_WHAT IS NEEDED:_ Go through the records underneath and count the lines that include the string "junctions". Give nothing but the number.
++++ PROVIDED RECORDS
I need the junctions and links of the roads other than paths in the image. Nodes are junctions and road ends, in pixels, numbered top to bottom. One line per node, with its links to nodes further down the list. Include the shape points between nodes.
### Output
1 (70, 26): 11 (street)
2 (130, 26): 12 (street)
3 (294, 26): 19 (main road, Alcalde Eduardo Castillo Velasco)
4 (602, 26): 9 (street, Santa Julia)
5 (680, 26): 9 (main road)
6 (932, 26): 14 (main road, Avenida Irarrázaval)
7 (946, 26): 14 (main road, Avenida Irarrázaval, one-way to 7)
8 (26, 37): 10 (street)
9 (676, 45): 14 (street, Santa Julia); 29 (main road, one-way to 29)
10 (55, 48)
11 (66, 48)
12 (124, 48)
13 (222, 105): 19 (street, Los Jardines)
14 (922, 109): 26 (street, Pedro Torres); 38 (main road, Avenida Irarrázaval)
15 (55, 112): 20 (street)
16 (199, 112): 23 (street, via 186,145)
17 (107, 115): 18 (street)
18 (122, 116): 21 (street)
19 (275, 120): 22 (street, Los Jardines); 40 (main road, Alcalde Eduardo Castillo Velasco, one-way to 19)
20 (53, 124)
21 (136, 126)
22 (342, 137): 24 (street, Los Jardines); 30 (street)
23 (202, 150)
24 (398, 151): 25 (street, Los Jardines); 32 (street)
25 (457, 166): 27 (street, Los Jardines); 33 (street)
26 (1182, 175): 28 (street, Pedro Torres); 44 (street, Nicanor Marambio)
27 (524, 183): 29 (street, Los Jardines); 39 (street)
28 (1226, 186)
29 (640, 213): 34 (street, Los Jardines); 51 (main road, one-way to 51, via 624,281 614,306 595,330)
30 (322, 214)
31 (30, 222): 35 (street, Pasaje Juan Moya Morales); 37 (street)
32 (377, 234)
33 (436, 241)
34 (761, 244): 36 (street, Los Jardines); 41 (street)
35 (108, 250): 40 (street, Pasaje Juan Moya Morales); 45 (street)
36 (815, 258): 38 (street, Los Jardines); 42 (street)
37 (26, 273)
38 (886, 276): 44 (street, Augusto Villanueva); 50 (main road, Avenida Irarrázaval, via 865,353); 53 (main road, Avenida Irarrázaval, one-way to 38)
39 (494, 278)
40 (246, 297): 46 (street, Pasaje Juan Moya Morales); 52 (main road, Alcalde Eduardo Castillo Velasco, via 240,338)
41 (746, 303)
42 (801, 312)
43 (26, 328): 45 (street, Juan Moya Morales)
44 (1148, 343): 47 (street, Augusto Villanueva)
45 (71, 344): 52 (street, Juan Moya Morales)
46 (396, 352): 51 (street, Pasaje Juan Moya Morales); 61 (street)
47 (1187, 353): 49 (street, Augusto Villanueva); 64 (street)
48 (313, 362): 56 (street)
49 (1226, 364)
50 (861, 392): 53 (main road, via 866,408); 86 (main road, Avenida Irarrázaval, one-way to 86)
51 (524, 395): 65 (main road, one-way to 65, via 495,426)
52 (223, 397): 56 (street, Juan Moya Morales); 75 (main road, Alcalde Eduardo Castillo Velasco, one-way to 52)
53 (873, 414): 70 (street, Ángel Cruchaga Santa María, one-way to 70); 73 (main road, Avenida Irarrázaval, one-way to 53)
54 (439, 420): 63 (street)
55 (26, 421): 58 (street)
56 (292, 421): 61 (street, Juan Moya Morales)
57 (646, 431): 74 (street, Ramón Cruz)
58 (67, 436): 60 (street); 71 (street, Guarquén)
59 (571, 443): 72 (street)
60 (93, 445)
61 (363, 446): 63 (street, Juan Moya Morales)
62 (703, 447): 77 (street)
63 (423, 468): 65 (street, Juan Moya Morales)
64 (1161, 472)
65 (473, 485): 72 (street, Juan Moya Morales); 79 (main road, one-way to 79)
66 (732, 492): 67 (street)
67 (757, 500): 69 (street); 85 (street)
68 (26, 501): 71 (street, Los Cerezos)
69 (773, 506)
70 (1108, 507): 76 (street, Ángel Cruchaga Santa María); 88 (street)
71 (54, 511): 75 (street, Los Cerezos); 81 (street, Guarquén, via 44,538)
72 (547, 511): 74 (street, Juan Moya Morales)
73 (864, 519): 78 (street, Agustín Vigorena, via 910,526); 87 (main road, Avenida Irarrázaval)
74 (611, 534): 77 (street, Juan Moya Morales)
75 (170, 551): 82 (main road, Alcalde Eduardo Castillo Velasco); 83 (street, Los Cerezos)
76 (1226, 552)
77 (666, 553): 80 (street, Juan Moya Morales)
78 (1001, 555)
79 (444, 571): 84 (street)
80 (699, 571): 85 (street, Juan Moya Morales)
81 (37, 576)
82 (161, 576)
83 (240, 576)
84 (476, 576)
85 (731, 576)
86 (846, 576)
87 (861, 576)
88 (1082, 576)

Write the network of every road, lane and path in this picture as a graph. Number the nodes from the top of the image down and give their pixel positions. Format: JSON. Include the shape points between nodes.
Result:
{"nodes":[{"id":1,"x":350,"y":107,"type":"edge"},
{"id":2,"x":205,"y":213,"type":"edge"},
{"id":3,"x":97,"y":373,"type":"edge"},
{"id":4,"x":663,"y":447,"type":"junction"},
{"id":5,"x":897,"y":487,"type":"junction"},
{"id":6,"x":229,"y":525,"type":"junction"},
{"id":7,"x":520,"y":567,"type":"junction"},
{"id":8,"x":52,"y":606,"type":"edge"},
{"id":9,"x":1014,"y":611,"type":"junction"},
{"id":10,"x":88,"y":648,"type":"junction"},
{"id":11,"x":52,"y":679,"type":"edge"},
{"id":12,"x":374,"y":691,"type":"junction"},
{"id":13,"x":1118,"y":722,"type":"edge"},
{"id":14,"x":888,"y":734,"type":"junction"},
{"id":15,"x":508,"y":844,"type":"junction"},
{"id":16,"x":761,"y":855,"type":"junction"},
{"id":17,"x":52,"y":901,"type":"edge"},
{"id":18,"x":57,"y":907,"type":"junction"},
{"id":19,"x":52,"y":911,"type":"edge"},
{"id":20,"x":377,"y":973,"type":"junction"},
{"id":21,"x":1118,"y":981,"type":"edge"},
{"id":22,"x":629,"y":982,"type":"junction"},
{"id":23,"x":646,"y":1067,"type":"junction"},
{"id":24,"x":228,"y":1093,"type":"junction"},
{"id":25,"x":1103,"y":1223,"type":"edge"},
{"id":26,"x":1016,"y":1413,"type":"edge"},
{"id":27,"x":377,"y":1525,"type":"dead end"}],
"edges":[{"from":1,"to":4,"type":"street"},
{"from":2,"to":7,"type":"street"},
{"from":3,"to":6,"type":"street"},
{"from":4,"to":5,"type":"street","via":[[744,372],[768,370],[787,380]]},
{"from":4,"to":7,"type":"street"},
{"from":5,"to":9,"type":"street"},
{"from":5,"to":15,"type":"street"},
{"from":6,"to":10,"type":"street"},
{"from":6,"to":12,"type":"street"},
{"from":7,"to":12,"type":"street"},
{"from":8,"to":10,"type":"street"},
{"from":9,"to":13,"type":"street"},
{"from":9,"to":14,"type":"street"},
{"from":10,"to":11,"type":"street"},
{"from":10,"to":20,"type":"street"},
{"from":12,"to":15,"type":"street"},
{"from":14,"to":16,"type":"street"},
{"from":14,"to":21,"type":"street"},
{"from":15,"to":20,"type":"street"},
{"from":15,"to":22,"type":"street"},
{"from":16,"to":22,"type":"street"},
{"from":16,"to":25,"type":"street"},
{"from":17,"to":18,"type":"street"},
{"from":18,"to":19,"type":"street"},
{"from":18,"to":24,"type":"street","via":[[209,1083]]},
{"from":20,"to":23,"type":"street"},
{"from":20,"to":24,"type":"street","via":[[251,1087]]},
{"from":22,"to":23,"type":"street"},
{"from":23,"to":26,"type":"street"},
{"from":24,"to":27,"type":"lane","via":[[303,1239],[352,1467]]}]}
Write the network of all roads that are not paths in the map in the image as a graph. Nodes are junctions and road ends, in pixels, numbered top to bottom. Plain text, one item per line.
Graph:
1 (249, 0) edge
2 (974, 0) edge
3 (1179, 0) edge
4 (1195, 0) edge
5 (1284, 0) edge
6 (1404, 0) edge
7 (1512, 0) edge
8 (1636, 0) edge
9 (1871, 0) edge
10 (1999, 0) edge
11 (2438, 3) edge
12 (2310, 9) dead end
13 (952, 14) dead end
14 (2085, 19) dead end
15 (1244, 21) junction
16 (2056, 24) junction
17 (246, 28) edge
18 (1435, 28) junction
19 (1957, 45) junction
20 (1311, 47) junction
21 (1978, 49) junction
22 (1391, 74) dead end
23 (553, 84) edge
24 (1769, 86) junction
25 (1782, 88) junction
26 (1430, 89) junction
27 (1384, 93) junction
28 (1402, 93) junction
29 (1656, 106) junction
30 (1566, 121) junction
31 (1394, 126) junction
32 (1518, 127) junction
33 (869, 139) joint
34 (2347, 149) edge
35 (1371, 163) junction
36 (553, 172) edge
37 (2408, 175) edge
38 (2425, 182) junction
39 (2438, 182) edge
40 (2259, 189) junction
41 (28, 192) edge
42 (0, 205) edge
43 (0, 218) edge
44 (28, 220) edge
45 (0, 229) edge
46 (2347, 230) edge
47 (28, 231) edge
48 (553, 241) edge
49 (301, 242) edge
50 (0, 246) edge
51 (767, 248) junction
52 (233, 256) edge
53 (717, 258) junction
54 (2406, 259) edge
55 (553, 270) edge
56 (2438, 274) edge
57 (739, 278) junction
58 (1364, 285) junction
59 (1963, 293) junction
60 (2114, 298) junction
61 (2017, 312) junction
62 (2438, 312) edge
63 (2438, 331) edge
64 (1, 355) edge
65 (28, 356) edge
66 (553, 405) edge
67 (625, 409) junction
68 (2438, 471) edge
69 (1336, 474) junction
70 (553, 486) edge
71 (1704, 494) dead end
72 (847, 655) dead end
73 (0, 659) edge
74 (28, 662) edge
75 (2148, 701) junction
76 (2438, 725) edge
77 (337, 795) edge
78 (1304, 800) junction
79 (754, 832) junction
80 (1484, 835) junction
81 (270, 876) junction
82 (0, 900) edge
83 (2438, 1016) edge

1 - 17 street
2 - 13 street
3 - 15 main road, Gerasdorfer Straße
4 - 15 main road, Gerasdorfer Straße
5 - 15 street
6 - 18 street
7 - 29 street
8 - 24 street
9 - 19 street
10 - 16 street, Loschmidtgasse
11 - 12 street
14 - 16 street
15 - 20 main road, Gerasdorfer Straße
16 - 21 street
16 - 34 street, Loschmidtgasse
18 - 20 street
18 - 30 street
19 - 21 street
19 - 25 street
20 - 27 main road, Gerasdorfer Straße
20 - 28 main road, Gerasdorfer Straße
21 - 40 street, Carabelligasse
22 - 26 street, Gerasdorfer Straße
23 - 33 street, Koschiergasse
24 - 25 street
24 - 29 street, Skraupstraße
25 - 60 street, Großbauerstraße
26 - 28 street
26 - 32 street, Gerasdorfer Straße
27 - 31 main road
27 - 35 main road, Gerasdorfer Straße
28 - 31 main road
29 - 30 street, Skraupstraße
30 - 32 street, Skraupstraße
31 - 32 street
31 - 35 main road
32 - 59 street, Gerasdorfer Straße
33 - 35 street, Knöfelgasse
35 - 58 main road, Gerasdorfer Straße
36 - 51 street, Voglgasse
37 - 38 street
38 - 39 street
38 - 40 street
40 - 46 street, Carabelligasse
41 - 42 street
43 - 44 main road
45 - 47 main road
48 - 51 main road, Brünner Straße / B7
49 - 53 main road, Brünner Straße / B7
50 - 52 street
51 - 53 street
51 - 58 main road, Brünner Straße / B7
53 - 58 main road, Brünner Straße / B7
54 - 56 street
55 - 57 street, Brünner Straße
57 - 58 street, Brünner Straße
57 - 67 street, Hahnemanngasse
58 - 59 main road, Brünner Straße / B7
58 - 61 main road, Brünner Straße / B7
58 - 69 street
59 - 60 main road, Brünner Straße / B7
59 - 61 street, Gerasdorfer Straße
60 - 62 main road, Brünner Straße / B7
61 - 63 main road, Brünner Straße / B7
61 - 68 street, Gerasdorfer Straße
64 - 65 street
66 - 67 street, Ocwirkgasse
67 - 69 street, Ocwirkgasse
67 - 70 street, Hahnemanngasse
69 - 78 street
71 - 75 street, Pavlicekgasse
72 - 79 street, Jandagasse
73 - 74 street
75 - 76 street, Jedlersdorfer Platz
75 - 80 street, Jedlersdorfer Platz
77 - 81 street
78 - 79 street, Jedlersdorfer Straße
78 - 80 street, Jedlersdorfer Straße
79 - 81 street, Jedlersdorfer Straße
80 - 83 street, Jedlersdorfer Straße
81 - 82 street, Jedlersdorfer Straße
++++++++
_RESPONSE:_ 2